И дамасская сталь клинка рассекает практически надвое кинувшегося к порогу верного товарища атамана Ваню Окуня.
Хек!
И смотрящий за стряпухами ватажный, как бабочка на булавке пришпиливается к противоположной стене копьём.
Все звуки заглушил резкий звук визга сидящих на полу женщин пленниц. Вскинувшийся со своего ложа атаман схватился было за висящую рядом, богатую, всю в каменьях саблю. И тут же покатился по полу, сбитый с ног резким ударом Сотника. Он встал, недоумевая, и затравленно оглядывал тех четверых, что ворвались в его логово.
Самый страшный из них с пронзительными стальными глазами вдруг сел спокойно на лавку и кивнул остальным – идите ребята, добивайте.
– Я тут сам потолкую с этой мертвечиной. И таким лютым парализующим холодом и силой повеяло вдруг Свире, что он сел тихонько выпрямившись на полу, и уставился на Сотника.
–Ты кто?-прошептали его побелевшие губы.
–Свиря! Маленький мой, ты же знаешь, кто я. Я твоя смерть, и я пришёл за тобой.
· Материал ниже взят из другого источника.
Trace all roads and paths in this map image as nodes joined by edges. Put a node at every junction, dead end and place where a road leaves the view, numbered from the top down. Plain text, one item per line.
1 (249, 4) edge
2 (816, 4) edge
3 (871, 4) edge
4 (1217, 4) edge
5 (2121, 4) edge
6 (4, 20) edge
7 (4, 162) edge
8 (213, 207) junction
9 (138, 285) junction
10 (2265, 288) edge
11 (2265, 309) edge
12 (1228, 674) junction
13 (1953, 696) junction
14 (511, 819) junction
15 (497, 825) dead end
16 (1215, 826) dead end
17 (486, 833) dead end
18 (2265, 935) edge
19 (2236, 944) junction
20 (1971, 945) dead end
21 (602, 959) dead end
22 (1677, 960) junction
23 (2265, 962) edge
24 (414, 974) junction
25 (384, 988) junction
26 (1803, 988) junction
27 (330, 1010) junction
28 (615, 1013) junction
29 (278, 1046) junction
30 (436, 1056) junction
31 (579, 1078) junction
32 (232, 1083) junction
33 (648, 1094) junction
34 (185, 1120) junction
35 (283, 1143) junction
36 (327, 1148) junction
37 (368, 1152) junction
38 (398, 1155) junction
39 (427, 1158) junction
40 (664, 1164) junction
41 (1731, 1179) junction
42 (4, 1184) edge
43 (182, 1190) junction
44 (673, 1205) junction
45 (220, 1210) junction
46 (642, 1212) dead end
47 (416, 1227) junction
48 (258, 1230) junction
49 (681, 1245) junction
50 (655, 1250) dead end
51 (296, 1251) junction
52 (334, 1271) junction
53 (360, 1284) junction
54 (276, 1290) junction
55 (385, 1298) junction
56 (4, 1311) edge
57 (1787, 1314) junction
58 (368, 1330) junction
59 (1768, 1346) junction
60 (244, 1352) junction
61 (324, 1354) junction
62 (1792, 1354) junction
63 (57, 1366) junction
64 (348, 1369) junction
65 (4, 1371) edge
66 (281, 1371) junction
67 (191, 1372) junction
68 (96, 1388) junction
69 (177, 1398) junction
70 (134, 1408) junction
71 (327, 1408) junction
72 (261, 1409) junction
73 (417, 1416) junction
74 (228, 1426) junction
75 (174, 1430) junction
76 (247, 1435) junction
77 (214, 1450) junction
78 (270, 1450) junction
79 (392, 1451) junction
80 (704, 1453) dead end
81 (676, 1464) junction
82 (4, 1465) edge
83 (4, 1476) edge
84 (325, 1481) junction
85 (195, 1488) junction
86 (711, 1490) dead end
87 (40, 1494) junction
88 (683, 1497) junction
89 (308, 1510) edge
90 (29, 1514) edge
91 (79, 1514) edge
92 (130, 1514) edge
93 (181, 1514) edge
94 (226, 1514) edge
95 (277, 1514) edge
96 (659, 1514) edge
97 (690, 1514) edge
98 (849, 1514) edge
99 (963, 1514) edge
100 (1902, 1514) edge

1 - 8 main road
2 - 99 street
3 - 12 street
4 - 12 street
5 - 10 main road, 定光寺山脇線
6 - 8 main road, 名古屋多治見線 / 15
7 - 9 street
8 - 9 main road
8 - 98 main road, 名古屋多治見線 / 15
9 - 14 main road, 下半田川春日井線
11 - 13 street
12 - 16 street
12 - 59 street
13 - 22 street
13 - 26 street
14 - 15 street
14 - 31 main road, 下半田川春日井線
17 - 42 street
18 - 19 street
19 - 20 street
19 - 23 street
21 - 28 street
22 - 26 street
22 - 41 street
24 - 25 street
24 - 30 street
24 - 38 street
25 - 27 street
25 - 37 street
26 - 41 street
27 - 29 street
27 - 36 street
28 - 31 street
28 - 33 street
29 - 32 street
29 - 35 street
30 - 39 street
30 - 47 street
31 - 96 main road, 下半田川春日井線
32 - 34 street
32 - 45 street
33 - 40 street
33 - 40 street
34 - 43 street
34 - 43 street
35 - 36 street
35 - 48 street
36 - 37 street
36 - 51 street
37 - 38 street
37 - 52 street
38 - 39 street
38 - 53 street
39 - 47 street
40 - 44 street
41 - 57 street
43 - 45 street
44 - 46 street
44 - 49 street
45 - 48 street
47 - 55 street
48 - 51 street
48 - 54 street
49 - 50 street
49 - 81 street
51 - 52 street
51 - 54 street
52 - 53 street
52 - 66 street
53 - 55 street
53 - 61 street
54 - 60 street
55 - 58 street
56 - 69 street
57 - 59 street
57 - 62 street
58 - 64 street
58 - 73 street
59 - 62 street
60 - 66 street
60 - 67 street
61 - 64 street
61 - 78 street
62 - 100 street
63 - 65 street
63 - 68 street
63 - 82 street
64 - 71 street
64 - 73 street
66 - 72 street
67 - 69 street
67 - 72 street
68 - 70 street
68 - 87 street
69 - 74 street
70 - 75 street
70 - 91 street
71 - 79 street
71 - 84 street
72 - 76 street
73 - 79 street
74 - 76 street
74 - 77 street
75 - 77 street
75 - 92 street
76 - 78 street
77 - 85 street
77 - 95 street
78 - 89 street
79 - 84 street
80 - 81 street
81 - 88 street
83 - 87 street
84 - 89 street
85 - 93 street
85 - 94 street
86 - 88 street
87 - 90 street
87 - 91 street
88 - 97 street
Ты ведь уже давно к ней приготовился?– спокойно спросил Сотник. Полумёртвый от страха атаман тихо кивнул и произнёс полушёпотом…даа…
–Ну, вот и хорошо. А пока ты ещё жив, давай поговорим. Ты же хочешь немного пожить и поговорить?
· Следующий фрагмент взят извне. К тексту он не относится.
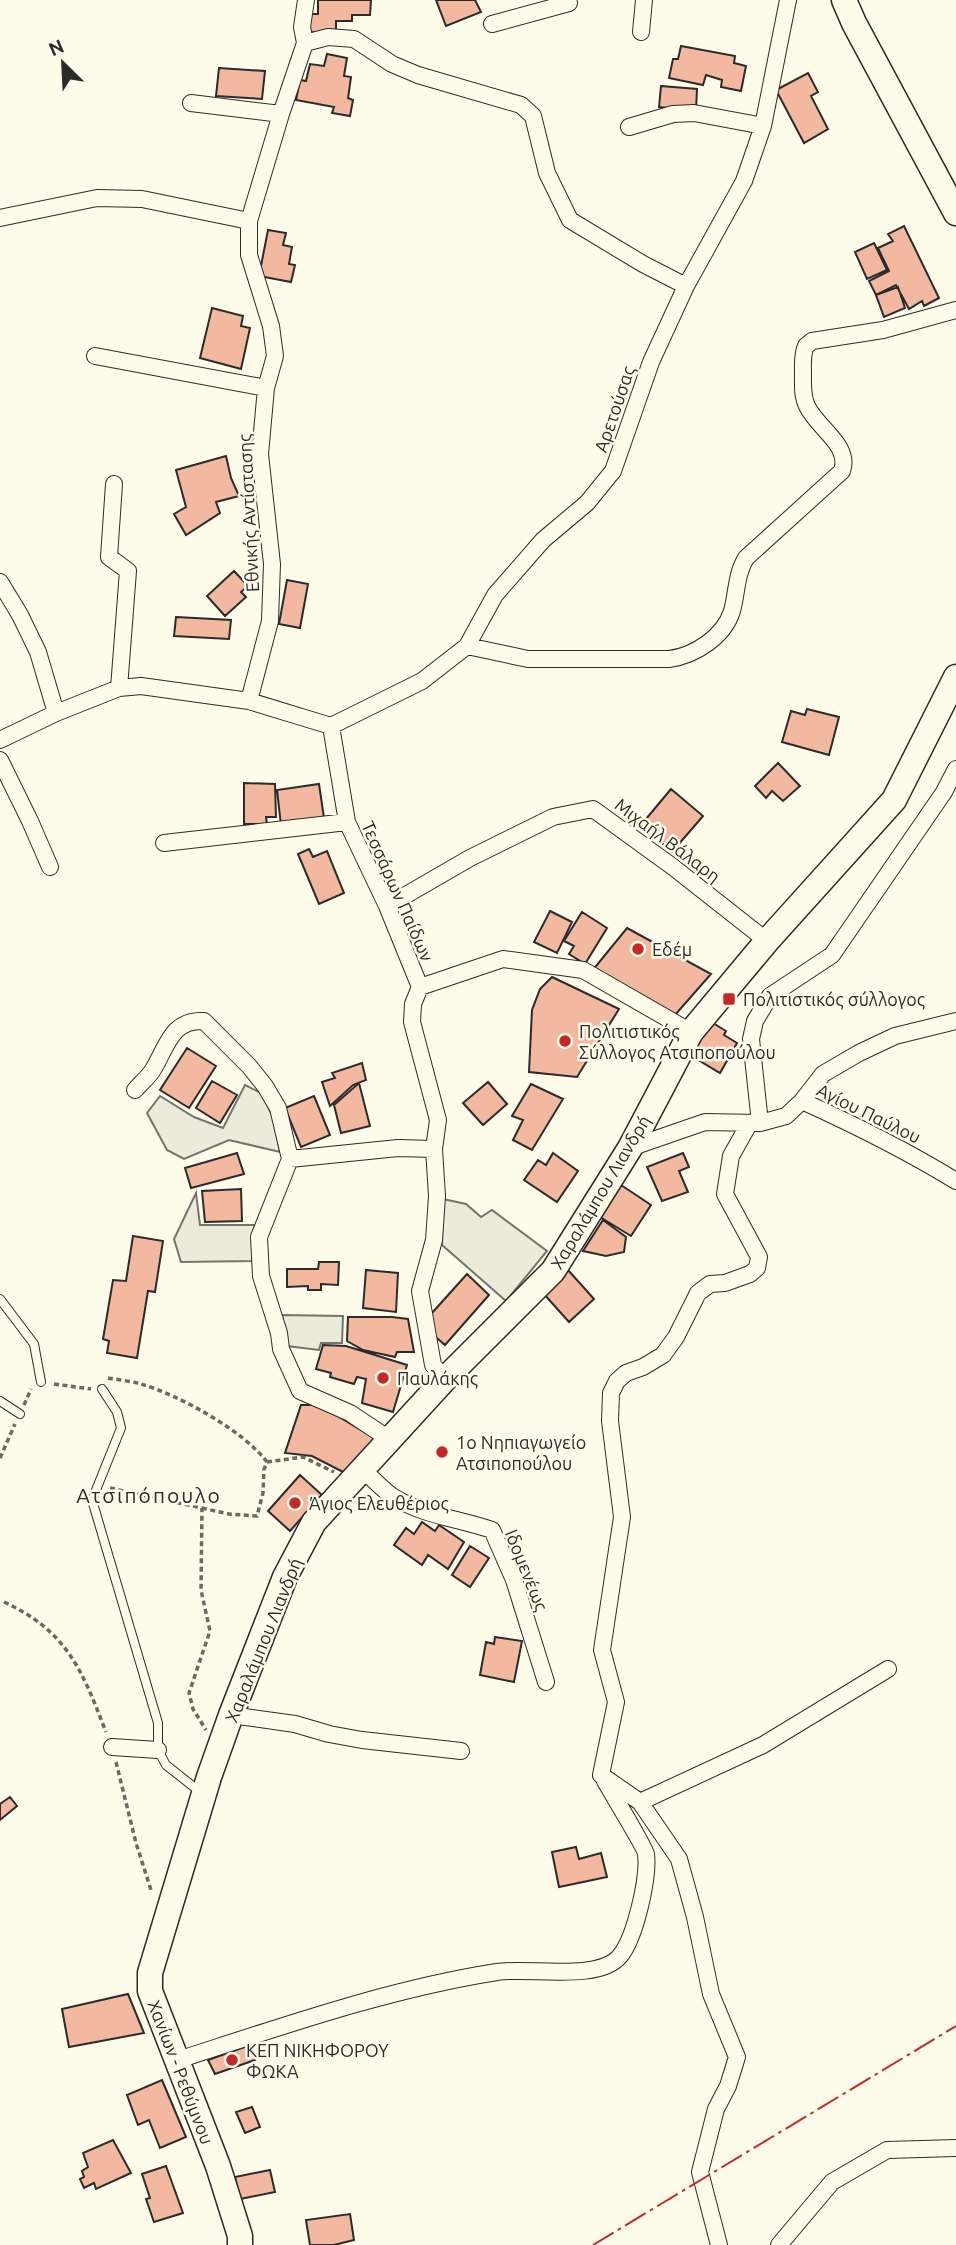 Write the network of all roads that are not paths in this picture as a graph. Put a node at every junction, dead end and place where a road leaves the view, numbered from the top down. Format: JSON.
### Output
{"nodes":[{"id":1,"x":306,"y":0,"type":"edge"},
{"id":2,"x":568,"y":0,"type":"edge"},
{"id":3,"x":644,"y":0,"type":"edge"},
{"id":4,"x":788,"y":0,"type":"edge"},
{"id":5,"x":844,"y":0,"type":"edge"},
{"id":6,"x":492,"y":24,"type":"dead end"},
{"id":7,"x":641,"y":32,"type":"dead end"},
{"id":8,"x":305,"y":43,"type":"junction"},
{"id":9,"x":191,"y":103,"type":"dead end"},
{"id":10,"x":281,"y":114,"type":"junction"},
{"id":11,"x":763,"y":126,"type":"junction"},
{"id":12,"x":629,"y":127,"type":"dead end"},
{"id":13,"x":956,"y":212,"type":"edge"},
{"id":14,"x":0,"y":218,"type":"edge"},
{"id":15,"x":249,"y":221,"type":"junction"},
{"id":16,"x":686,"y":286,"type":"junction"},
{"id":17,"x":956,"y":310,"type":"edge"},
{"id":18,"x":95,"y":356,"type":"dead end"},
{"id":19,"x":266,"y":388,"type":"junction"},
{"id":20,"x":114,"y":484,"type":"dead end"},
{"id":21,"x":0,"y":582,"type":"edge"},
{"id":22,"x":467,"y":646,"type":"junction"},
{"id":23,"x":956,"y":677,"type":"edge"},
{"id":24,"x":119,"y":688,"type":"junction"},
{"id":25,"x":248,"y":701,"type":"junction"},
{"id":26,"x":55,"y":713,"type":"junction"},
{"id":27,"x":331,"y":726,"type":"junction"},
{"id":28,"x":0,"y":740,"type":"edge"},
{"id":29,"x":0,"y":760,"type":"edge"},
{"id":30,"x":956,"y":769,"type":"edge"},
{"id":31,"x":347,"y":822,"type":"junction"},
{"id":32,"x":164,"y":843,"type":"dead end"},
{"id":33,"x":50,"y":867,"type":"dead end"},
{"id":34,"x":387,"y":906,"type":"junction"},
{"id":35,"x":767,"y":940,"type":"junction"},
{"id":36,"x":420,"y":987,"type":"junction"},
{"id":37,"x":956,"y":1021,"type":"edge"},
{"id":38,"x":691,"y":1032,"type":"junction"},
{"id":39,"x":135,"y":1090,"type":"dead end"},
{"id":40,"x":802,"y":1101,"type":"junction"},
{"id":41,"x":754,"y":1124,"type":"junction"},
{"id":42,"x":630,"y":1148,"type":"junction"},
{"id":43,"x":434,"y":1149,"type":"junction"},
{"id":44,"x":290,"y":1159,"type":"junction"},
{"id":45,"x":956,"y":1181,"type":"edge"},
{"id":46,"x":0,"y":1299,"type":"edge"},
{"id":47,"x":445,"y":1379,"type":"junction"},
{"id":48,"x":41,"y":1382,"type":"road end"},
{"id":49,"x":102,"y":1389,"type":"road end"},
{"id":50,"x":0,"y":1401,"type":"edge"},
{"id":51,"x":20,"y":1414,"type":"road end"},
{"id":52,"x":389,"y":1439,"type":"junction"},
{"id":53,"x":356,"y":1477,"type":"junction"},
{"id":54,"x":888,"y":1669,"type":"dead end"},
{"id":55,"x":546,"y":1682,"type":"dead end"},
{"id":56,"x":231,"y":1715,"type":"junction"},
{"id":57,"x":112,"y":1747,"type":"dead end"},
{"id":58,"x":158,"y":1750,"type":"junction"},
{"id":59,"x":461,"y":1751,"type":"dead end"},
{"id":60,"x":601,"y":1775,"type":"junction"},
{"id":61,"x":207,"y":1786,"type":"junction"},
{"id":62,"x":640,"y":1802,"type":"junction"},
{"id":63,"x":175,"y":2061,"type":"junction"},
{"id":64,"x":956,"y":2148,"type":"edge"},
{"id":65,"x":240,"y":2245,"type":"edge"},
{"id":66,"x":719,"y":2245,"type":"edge"},
{"id":67,"x":779,"y":2245,"type":"edge"}],
"edges":[{"from":1,"to":8,"type":"street","name":"Εθνικής Αντίστασης"},
{"from":2,"to":6,"type":"street"},
{"from":3,"to":7,"type":"street"},
{"from":4,"to":11,"type":"street","name":"Αρετούσας"},
{"from":5,"to":13,"type":"main road"},
{"from":8,"to":10,"type":"street","name":"Εθνικής Αντίστασης"},
{"from":8,"to":16,"type":"street"},
{"from":9,"to":10,"type":"street"},
{"from":10,"to":15,"type":"street","name":"Εθνικής Αντίστασης"},
{"from":11,"to":12,"type":"street"},
{"from":11,"to":16,"type":"street","name":"Αρετούσας"},
{"from":14,"to":15,"type":"street"},
{"from":15,"to":19,"type":"street","name":"Εθνικής Αντίστασης"},
{"from":16,"to":22,"type":"street","name":"Αρετούσας"},
{"from":17,"to":22,"type":"street"},
{"from":18,"to":19,"type":"street"},
{"from":19,"to":25,"type":"street","name":"Εθνικής Αντίστασης"},
{"from":20,"to":24,"type":"street"},
{"from":21,"to":26,"type":"street"},
{"from":22,"to":27,"type":"street","name":"Αρετούσας"},
{"from":23,"to":35,"type":"main road","name":"Χαραλάμπου Λιανδρή"},
{"from":24,"to":25,"type":"street"},
{"from":24,"to":26,"type":"street"},
{"from":25,"to":27,"type":"street"},
{"from":26,"to":28,"type":"street"},
{"from":27,"to":31,"type":"street","name":"Τεσσάρων Παίδων"},
{"from":29,"to":33,"type":"street"},
{"from":30,"to":41,"type":"street"},
{"from":31,"to":32,"type":"street"},
{"from":31,"to":34,"type":"street","name":"Τεσσάρων Παίδων"},
{"from":34,"to":35,"type":"street","name":"Μιχαήλ Βάλαρη"},
{"from":34,"to":36,"type":"street","name":"Τεσσάρων Παίδων"},
{"from":35,"to":38,"type":"main road","name":"Χαραλάμπου Λιανδρή"},
{"from":36,"to":38,"type":"street","name":"Τεσσάρων Παίδων"},
{"from":36,"to":43,"type":"street","name":"Τεσσάρων Παίδων"},
{"from":37,"to":40,"type":"street"},
{"from":38,"to":42,"type":"main road","name":"Χαραλάμπου Λιανδρή"},
{"from":39,"to":44,"type":"street"},
{"from":40,"to":41,"type":"street"},
{"from":40,"to":45,"type":"street","name":"Αγίου Παύλου"},
{"from":41,"to":42,"type":"street"},
{"from":41,"to":60,"type":"street"},
{"from":42,"to":47,"type":"main road","name":"Χαραλάμπου Λιανδρή"},
{"from":43,"to":44,"type":"street"},
{"from":43,"to":47,"type":"street","name":"Τεσσάρων Παίδων"},
{"from":44,"to":52,"type":"street"},
{"from":46,"to":48,"type":"lane"},
{"from":47,"to":52,"type":"main road","name":"Χαραλάμπου Λιανδρή"},
{"from":49,"to":58,"type":"lane"},
{"from":50,"to":51,"type":"lane"},
{"from":52,"to":53,"type":"main road","name":"Χαραλάμπου Λιανδρή"},
{"from":53,"to":55,"type":"street","name":"Ιδομενέως"},
{"from":53,"to":56,"type":"main road","name":"Χαραλάμπου Λιανδρή"},
{"from":54,"to":62,"type":"street"},
{"from":56,"to":59,"type":"street"},
{"from":56,"to":61,"type":"main road","name":"Χαραλάμπου Λιανδρή"},
{"from":57,"to":58,"type":"street"},
{"from":58,"to":61,"type":"lane"},
{"from":60,"to":62,"type":"street"},
{"from":60,"to":63,"type":"street"},
{"from":61,"to":63,"type":"main road","name":"Χανίων - Ρεθύμνου"},
{"from":62,"to":66,"type":"street"},
{"from":63,"to":65,"type":"main road","name":"Χανίων - Ρεθύμνου"},
{"from":64,"to":67,"type":"street"}]}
– Хочу…посиневшими губами произнёс Свиря. Я хочу много говорить, только послушай меня! Не убивай пока-жалко бормотал атаман.
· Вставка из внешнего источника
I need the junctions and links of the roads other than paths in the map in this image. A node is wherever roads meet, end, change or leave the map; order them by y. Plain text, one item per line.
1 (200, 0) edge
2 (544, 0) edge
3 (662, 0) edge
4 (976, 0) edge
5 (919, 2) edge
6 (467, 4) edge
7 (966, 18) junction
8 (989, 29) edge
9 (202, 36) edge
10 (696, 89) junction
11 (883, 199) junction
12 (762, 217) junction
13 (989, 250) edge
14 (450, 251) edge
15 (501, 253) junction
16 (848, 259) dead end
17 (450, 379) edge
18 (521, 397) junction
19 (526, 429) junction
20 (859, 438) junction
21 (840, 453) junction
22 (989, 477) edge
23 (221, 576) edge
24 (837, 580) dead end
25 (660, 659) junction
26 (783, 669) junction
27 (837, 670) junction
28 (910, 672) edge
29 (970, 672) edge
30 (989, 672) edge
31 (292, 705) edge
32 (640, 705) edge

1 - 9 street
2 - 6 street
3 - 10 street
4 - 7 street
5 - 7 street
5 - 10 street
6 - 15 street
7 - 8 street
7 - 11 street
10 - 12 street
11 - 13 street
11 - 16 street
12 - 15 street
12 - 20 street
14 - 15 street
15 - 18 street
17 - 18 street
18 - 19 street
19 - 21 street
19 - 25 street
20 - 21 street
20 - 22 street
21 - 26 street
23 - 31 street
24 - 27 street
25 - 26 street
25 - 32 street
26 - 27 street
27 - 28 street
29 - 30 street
– Хорошо говори Свиря сын Мифодия, я тебя слушаю- на полном серьёзе сказал Сотник, и поудобнее устроился на широкой скамье.
На дворе всё было хорошо, пока первая тройка ветеранов не ворвалась в сени длинной избы казармы, где жили все простые ватажники. Упали замертво четверо разрубленных разбойника в сенях, и вдруг раздался один, а затем второй щелчок спуска самострелов и на грязный земляной пол рухнул скорчившийся от боли Никодим. Второй болт выбил щепу у косяка двери буквально в пяди от плеча Клима и он громко заорал – Наружу! Выносим Ника! Всем бить по продухам и окошкам!
Минута, и на дворе не было видно никого, кроме сваленных в кучу тел разбойников.
Щёлк, щёлк, щёлк, щёлк!
Четыре болта в промежутках сорока секунд дырявили крышу, окошко и дверь длинной избы.
Щёлк, щёлк, щёлк, щёлк!
Секли крышу стрелы десятка лучников. Весь огонь дружины сосредоточился в одном месте. Всего парой болтов и стрел им ответили ватажники, подавленные такой высокой плотностью огня, и вот опять по команде Клима, в продухи влетают дымари.
Пять, десять минут никого нет, и снова, в продухи влетели, последние уже теперь дымовые шашки.
Из двери вылетела, крича обезумевшая от сплава ярости, страха и отчаянья толпа, защёлкали луки и самострелы, свистнули мечи и сабли, и стало тихо. Только где то в глубине длинной избы захлёбывался от боли подстреленный, разбойничий арбалетчик.
Всё уже заканчивалось, когда на Осипа стоявшего в отдалении, у казалось бы самой безопасной стороны, возле наваленного бурелома в сугробах вынесся осатаневший от страха и ярости здоровенный ширококостный разбойник. В три огромных прыжка преодолел он разделявшее их расстояние и уже заносил руку с отблескивающей холодным светом на стальном лезвии секирой, когда падающий назад в снег Осип, буквально «на автомате» нажал отработанным движением на спуск арбалета. Болт пробил тело ватажника вместе с его сердцем насквозь, и он, уже заваливаясь сверху, опустил своё оружие на голову гончара. Горячая кровь хлынула из раны, окрашивая красным и растапливая снег.